From Machine Learning Engineering in Action by Ben T. Wilson

This article talks about the need to carefully plan a machine learning project—before you start it!

Take 40% off Machine Learning Engineering in Action by entering fccwilson4 into the discount code box at checkout at

Experimentation needs boundaries

Imagine this: we’ve gone through the exhausting slog of preparing everything that we can up until this point for the recommendation engine project. Meetings have been attended, concerns and risks voiced, plans for design have been conducted and based on the research phase, we have a clear set of models to try out. It’s finally time to play some jazz, get creative, and see if we can make something that’s not total garbage.

Before we get too excited though, it’s important to realize that, with all other aspects of ML project work, we should be doing things in moderation and with a thoughtful purpose behind what we’re doing. This applies more so to the experimentation phase than any other aspect of the project – primarily because this is one of the few completely siloed off phases of the project.

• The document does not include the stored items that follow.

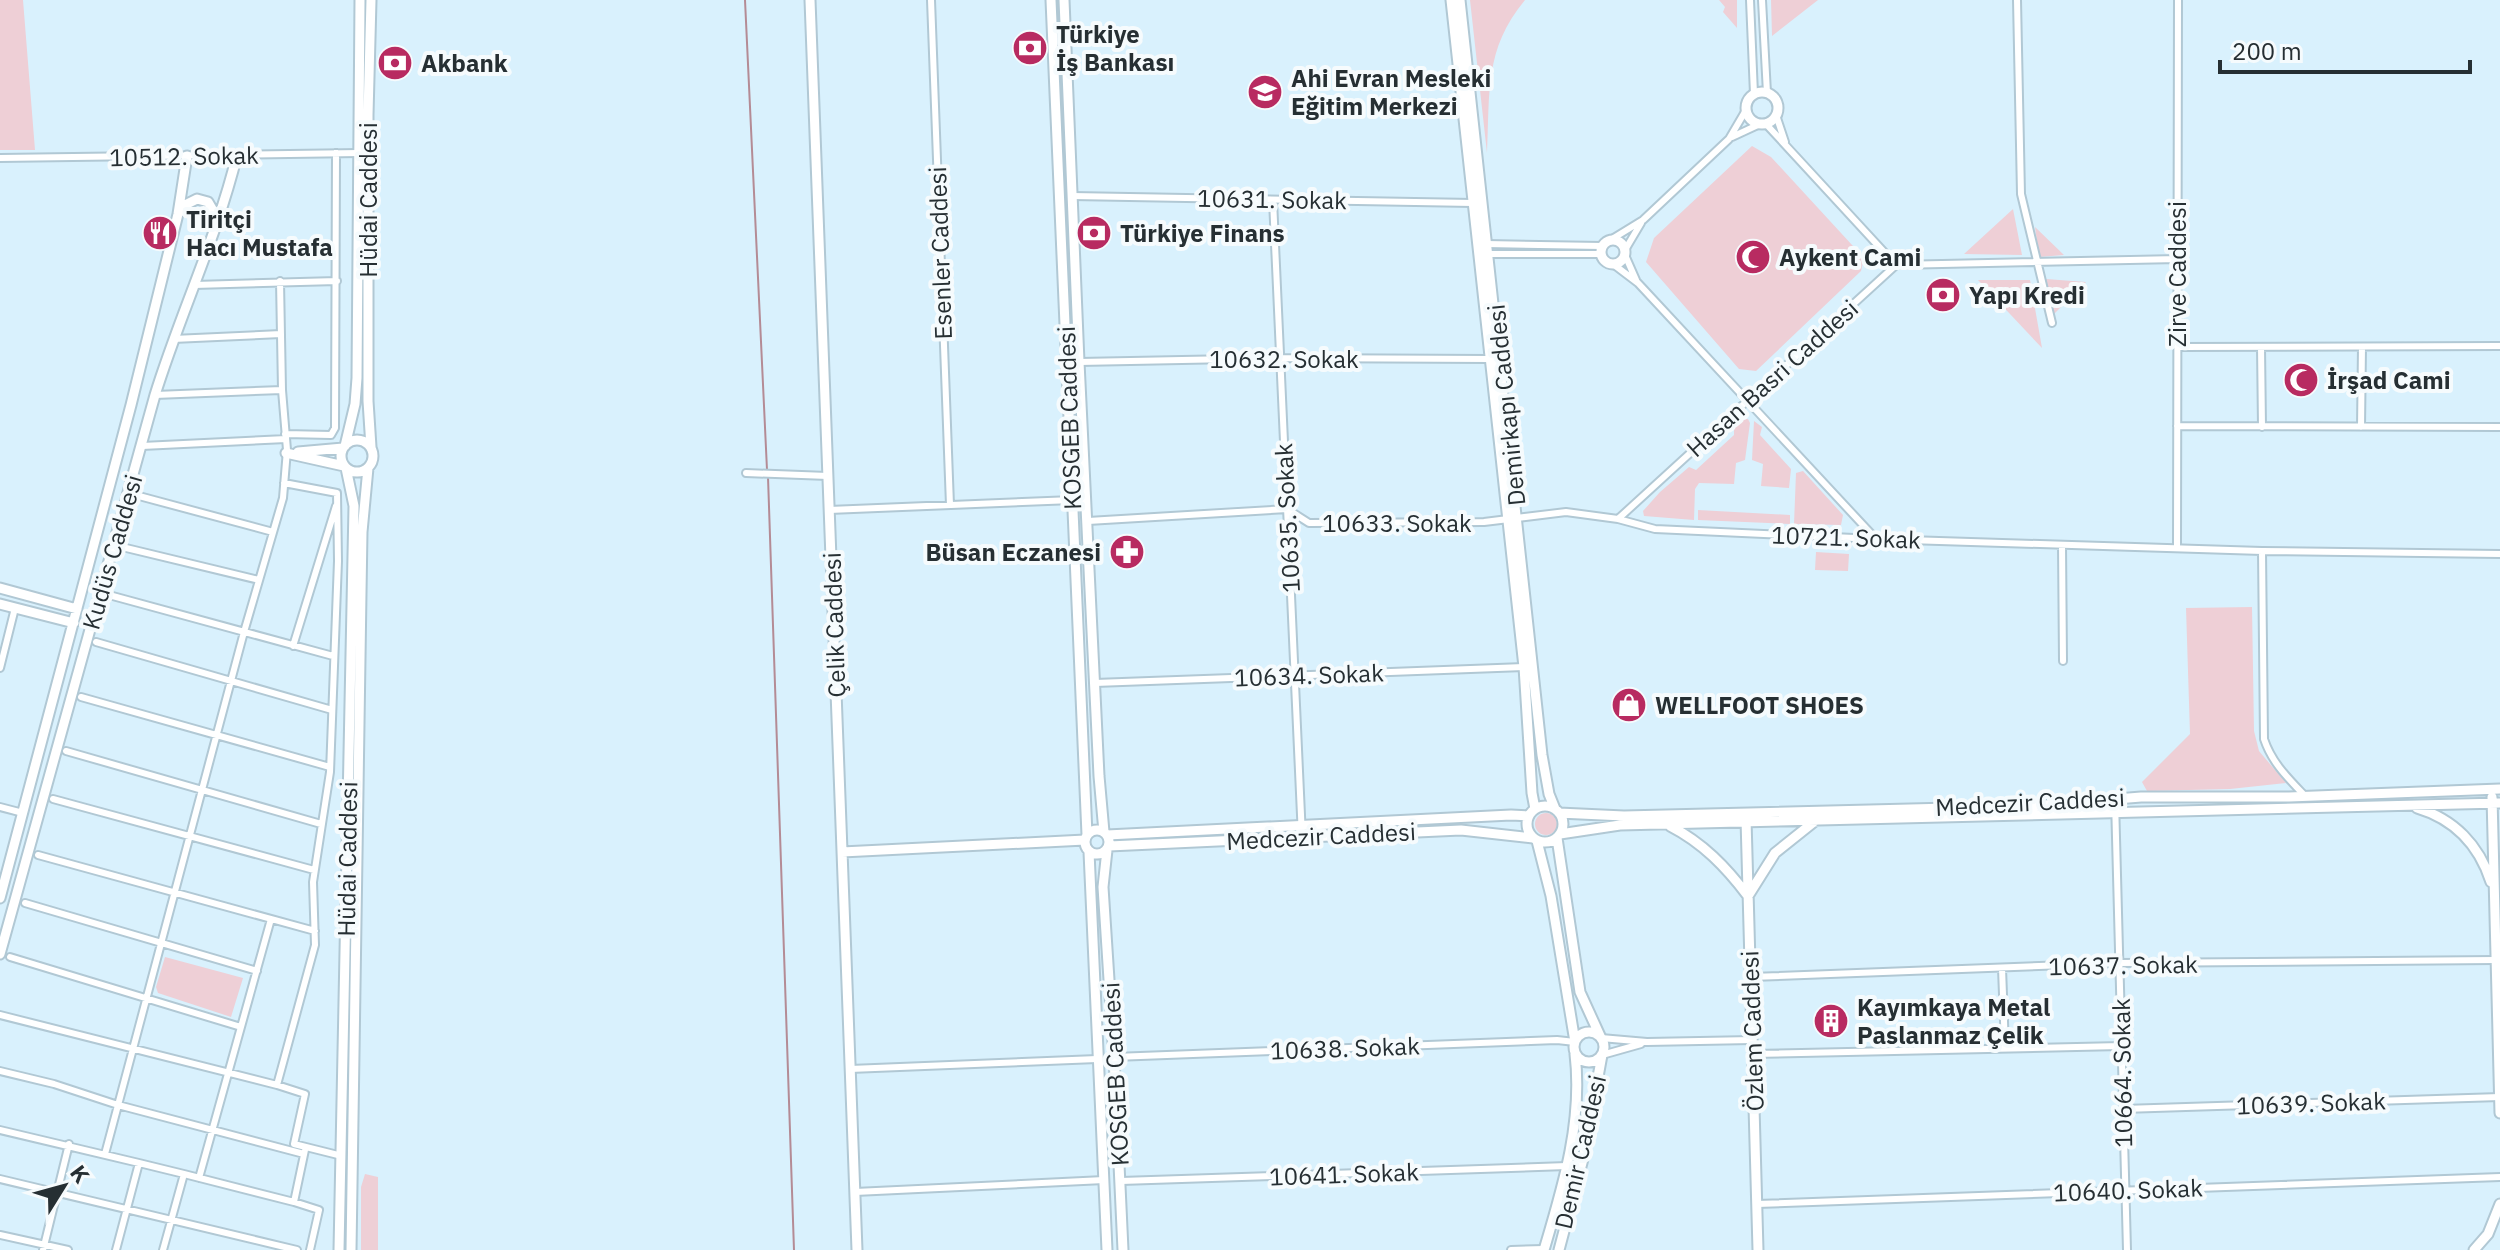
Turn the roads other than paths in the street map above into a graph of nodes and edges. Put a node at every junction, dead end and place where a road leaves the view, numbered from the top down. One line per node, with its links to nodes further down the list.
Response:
1 (360, 0): 21 (street, Hüdai Caddesi)
2 (371, 0): 21 (street, Hüdai Caddesi)
3 (810, 0): 68 (street, Çelik Caddesi)
4 (931, 0): 73 (street, Esenler Caddesi)
5 (1051, 0): 72 (street, KOSGEB Caddesi)
6 (1064, 0): 25 (street, KOSGEB Caddesi)
7 (1451, 0): 27 (street, Demirkapı Caddesi)
8 (1460, 0): 32 (street, Demirkapı Caddesi)
9 (1750, 0): 14 (street)
10 (1762, 0): 13 (street)
11 (2017, 0): 36 (street)
12 (2178, 0): 35 (street, Zirve Caddesi)
13 (1767, 93): 14 (street); 16 (street)
14 (1754, 94): 15 (street)
15 (1746, 110): 17 (street); 18 (street)
16 (1776, 115): 17 (street); 19 (street)
17 (1763, 124): 18 (street); 19 (street)
18 (1729, 139): 29 (street)
19 (1786, 145): 38 (street)
20 (336, 153): 21 (street, 10512. Sokak); 22 (street, 10512. Sokak); 40 (street)
21 (363, 153): 62 (street, Hüdai Caddesi); 63 (street, Hüdai Caddesi)
22 (237, 155): 23 (street, 10512. Sokak); 30 (street, Kudüs Caddesi)
23 (187, 156): 24 (street, 10512. Sokak); 28 (street, Kudüs Caddesi)
24 (0, 158)
25 (1072, 196): 26 (street, 10631. Sokak); 52 (street, KOSGEB Caddesi)
26 (1273, 200): 27 (street, 10631. Sokak); 50 (street, 10635. Sokak)
27 (1473, 203): 32 (street, Demirkapı Caddesi)
28 (178, 214): 30 (street); 91 (street, Kudüs Caddesi)
29 (1643, 220): 31 (street); 34 (street)
30 (215, 227): 42 (street, Kudüs Caddesi)
31 (1612, 239): 33 (street); 34 (street)
32 (1483, 249): 33 (street); 51 (street, Demirkapı Caddesi); 76 (street, Demirkapı Caddesi)
33 (1601, 250): 37 (street)
34 (1625, 253): 37 (street); 41 (street)
35 (2178, 259): 36 (street); 47 (street, Zirve Caddesi)
36 (2036, 261): 38 (street); 43 (street)
37 (1613, 264): 41 (street)
38 (1896, 265): 55 (street, Hasan Basri Caddesi)
39 (280, 281): 40 (street); 42 (street); 44 (street)
40 (337, 281): 60 (street)
41 (1638, 283): 55 (street)
42 (194, 285): 45 (street, Kudüs Caddesi)
43 (2052, 323)
44 (281, 334): 45 (street); 53 (street)
45 (172, 339): 54 (street, Kudüs Caddesi)
46 (2500, 346): 49 (street)
47 (2177, 347): 48 (street); 56 (street, Zirve Caddesi)
48 (2261, 347): 49 (street); 57 (street)
49 (2362, 347): 58 (street)
50 (1280, 358): 51 (street, 10632. Sokak); 52 (street, 10632. Sokak); 74 (street, 10635. Sokak)
51 (1490, 359): 76 (street, Demirkapı Caddesi)
52 (1079, 362): 78 (street, KOSGEB Caddesi)
53 (282, 390): 54 (street); 60 (street)
54 (155, 395): 61 (street, Kudüs Caddesi)
55 (1748, 400): 77 (street, Hasan Basri Caddesi); 80 (street)
56 (2177, 426): 57 (street); 83 (street, Zirve Caddesi)
57 (2262, 427): 58 (street)
58 (2361, 427): 59 (street)
59 (2500, 427)
60 (285, 437): 61 (street); 64 (street)
61 (142, 446): 144 (street, Kudüs Caddesi)
62 (344, 447): 63 (street); 64 (street); 65 (street)
63 (371, 447): 66 (street)
64 (286, 453): 65 (street); 69 (street)
65 (345, 467): 66 (street); 178 (street, Hüdai Caddesi)
66 (368, 468): 203 (street, Hüdai Caddesi)
67 (746, 473): 68 (street)
68 (828, 476): 75 (street, Çelik Caddesi)
69 (284, 483): 71 (street); 79 (street)
70 (139, 496): 79 (street)
71 (338, 499): 95 (street); 96 (street)
72 (1073, 500): 73 (street); 127 (street, KOSGEB Caddesi)
73 (950, 505): 75 (street)
74 (1287, 509): 76 (street, 10633. Sokak); 78 (street, 10633. Sokak); 100 (street, 10635. Sokak)
75 (829, 510): 131 (street, Çelik Caddesi)
76 (1513, 518): 77 (street, 10721. Sokak); 98 (street, Demirkapı Caddesi); 116 (street, Demirkapı Caddesi)
77 (1618, 519): 80 (street, 10721. Sokak)
78 (1088, 521): 102 (street, KOSGEB Caddesi)
79 (273, 532): 86 (street)
80 (1876, 539): 81 (street, 10721. Sokak)
81 (2062, 545): 83 (street, 10721. Sokak); 97 (street)
82 (122, 547): 86 (street)
83 (2177, 548): 84 (street, 10721. Sokak)
84 (2262, 551): 85 (street, 10721. Sokak); 110 (street)
85 (2500, 554)
86 (259, 580): 93 (street)
87 (0, 588): 91 (street)
88 (109, 595): 93 (street)
89 (0, 604): 90 (street)
90 (15, 608): 92 (street); 99 (street)
91 (77, 609): 92 (street, Kudüs Caddesi)
92 (74, 623): 117 (street, Kudüs Caddesi)
93 (244, 632): 95 (street); 101 (street)
94 (96, 642): 101 (street)
95 (293, 646): 96 (street)
96 (333, 656): 104 (street)
97 (2063, 661)
98 (1524, 667): 100 (street, 10634. Sokak); 118 (street, Demirkapı Caddesi)
99 (0, 668)
100 (1295, 676): 102 (street, 10634. Sokak); 124 (street, 10635. Sokak)
101 (231, 681): 104 (street); 105 (street)
102 (1095, 683): 130 (street, KOSGEB Caddesi)
103 (81, 697): 105 (street)
104 (332, 710): 107 (street)
105 (216, 735): 107 (street); 109 (street)
106 (66, 751): 109 (street)
107 (330, 767): 122 (street)
108 (2496, 789): 110 (street, Medcezir Caddesi); 113 (street)
109 (202, 790): 122 (street); 126 (street)
110 (2305, 796): 112 (street, Medcezir Caddesi)
111 (53, 799): 126 (street)
112 (2115, 800): 119 (street, 10664. Sokak); 120 (street, Medcezir Caddesi)
113 (2496, 803): 114 (street, Medcezir Caddesi); 139 (street)
114 (2406, 806): 119 (street, Medcezir Caddesi); 139 (street)
115 (0, 807): 117 (street)
116 (1557, 811): 118 (street); 120 (street, Medcezir Caddesi); 125 (street)
117 (23, 813): 138 (street, Kudüs Caddesi)
118 (1532, 813): 124 (street, Medcezir Caddesi); 129 (street)
119 (2116, 813): 121 (street, Medcezir Caddesi); 146 (street, 10664. Sokak)
120 (1746, 817): 121 (street, Medcezir Caddesi); 123 (street, Medcezir Caddesi); 137 (street, Özlem Caddesi)
121 (1815, 821): 137 (street)
122 (321, 824): 134 (street)
123 (1667, 824): 125 (street, Medcezir Caddesi); 137 (street)
124 (1302, 825): 128 (street, 10635. Sokak); 130 (street, Medcezir Caddesi)
125 (1559, 836): 129 (street); 153 (street)
126 (189, 837): 134 (street); 136 (street)
127 (1086, 837): 130 (street); 131 (street); 132 (street, KOSGEB Caddesi)
128 (1302, 837): 129 (street, Medcezir Caddesi); 130 (street, Medcezir Caddesi)
129 (1535, 839): 155 (street)
130 (1107, 841): 132 (street); 163 (street, KOSGEB Caddesi)
131 (842, 852): 165 (street, Çelik Caddesi)
132 (1089, 852): 164 (street, KOSGEB Caddesi)
133 (38, 855): 136 (street)
134 (314, 870): 142 (street)
135 (2500, 883): 139 (street)
136 (174, 892): 141 (street); 143 (street)
137 (1748, 896): 149 (street, Özlem Caddesi)
138 (0, 898)
139 (2494, 899): 145 (street)
140 (25, 903): 143 (street)
141 (271, 919): 142 (street); 148 (street)
142 (315, 931): 168 (street)
143 (161, 942): 148 (street); 150 (street)
144 (5, 955): 150 (street)
145 (2496, 960): 146 (street, 10637. Sokak); 169 (street)
146 (2119, 963): 147 (street, 10637. Sokak); 157 (street, 10664. Sokak)
147 (2002, 968): 149 (street, 10637. Sokak); 159 (street)
148 (257, 971): 152 (street)
149 (1751, 977): 154 (street, Özlem Caddesi)
150 (147, 997): 152 (street); 158 (street)
151 (0, 1015): 158 (street)
152 (241, 1027): 167 (street)
153 (1601, 1038): 155 (street); 156 (street); 162 (street)
154 (1752, 1040): 156 (street); 161 (street, Özlem Caddesi)
155 (1575, 1042): 160 (street); 163 (street, 10638. Sokak)
156 (1647, 1042): 162 (street)
157 (2121, 1046): 159 (street); 171 (street, 10664. Sokak)
158 (133, 1047): 167 (street); 170 (street)
159 (2005, 1048): 161 (street)
160 (1575, 1054): 162 (street); 180 (street, Demir Caddesi)
161 (1752, 1054): 191 (street, Özlem Caddesi)
162 (1602, 1055): 209 (street, Demir Caddesi)
163 (1114, 1057): 186 (street, KOSGEB Caddesi)
164 (1097, 1059): 165 (street); 185 (street, KOSGEB Caddesi)
165 (850, 1069): 189 (street, Çelik Caddesi)
166 (0, 1071): 170 (street)
167 (229, 1072): 168 (street); 174 (street)
168 (277, 1085): 176 (street)
169 (2500, 1097): 171 (street, 10639. Sokak); 172 (street)
170 (118, 1105): 174 (street); 177 (street)
171 (2123, 1109): 187 (street, 10664. Sokak)
172 (2500, 1113)
173 (0, 1130): 175 (street)
174 (213, 1130): 176 (street); 183 (street)
175 (69, 1144): 177 (street); 188 (street)
176 (305, 1150): 178 (street); 190 (street)
177 (105, 1154): 179 (street)
178 (342, 1156): 202 (street, Hüdai Caddesi)
179 (139, 1163): 181 (street); 193 (street)
180 (1567, 1166): 186 (street, 10641. Sokak); 208 (street, Demir Caddesi)
181 (184, 1174): 183 (street); 194 (street)
182 (2500, 1177): 187 (street, 10640. Sokak)
183 (199, 1178): 190 (street)
184 (0, 1179): 188 (street)
185 (1104, 1180): 189 (street); 205 (street, KOSGEB Caddesi)
186 (1121, 1181): 206 (street, KOSGEB Caddesi)
187 (2125, 1190): 191 (street, 10640. Sokak); 211 (street, 10664. Sokak)
188 (57, 1192): 193 (street); 196 (street)
189 (855, 1192): 204 (street, Çelik Caddesi)
190 (294, 1202): 201 (street)
191 (1757, 1204): 210 (street, Özlem Caddesi)
192 (2500, 1204): 212 (street)
193 (129, 1209): 194 (street); 198 (street)
194 (171, 1219): 199 (street); 200 (street)
195 (0, 1235): 196 (street)
196 (43, 1247): 197 (street)
197 (68, 1250)
198 (116, 1250)
199 (163, 1250)
200 (297, 1250)
201 (310, 1250)
202 (339, 1250)
203 (351, 1250)
204 (857, 1250)
205 (1107, 1250)
206 (1123, 1250)
207 (1511, 1250): 208 (street)
208 (1544, 1250)
209 (1559, 1250)
210 (1758, 1250)
211 (2127, 1250)
212 (2474, 1250)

What might we do with this personalized recommendation engine if we had all of the time and resources in the world? Would we research the latest white and try to implement a completely novel solution (you may, depending on your industry and company)? Would we think about building a broad-ensemble of recommendation models to cover all of the ideas that we have (let’s do a collaborative filtering model for each of our customer cohorts based on their customer lifetime value scores for propensity and their general product-group affinity, then merge that with an FP-Growth market basket model to populate sparse predictions for certain users, et al.)? Perhaps we would build a graph-embedding to a deep learning model that would find relationships in product and user behavior that could potentially create the most sophisticated and accurate predictions that are achievable. All of these are neat ideas and could potentially be worthwhile if the entire purpose of our company was to recommend items to humans. However, these are all very expensive to develop in the currency that most companies are most strapped for: time.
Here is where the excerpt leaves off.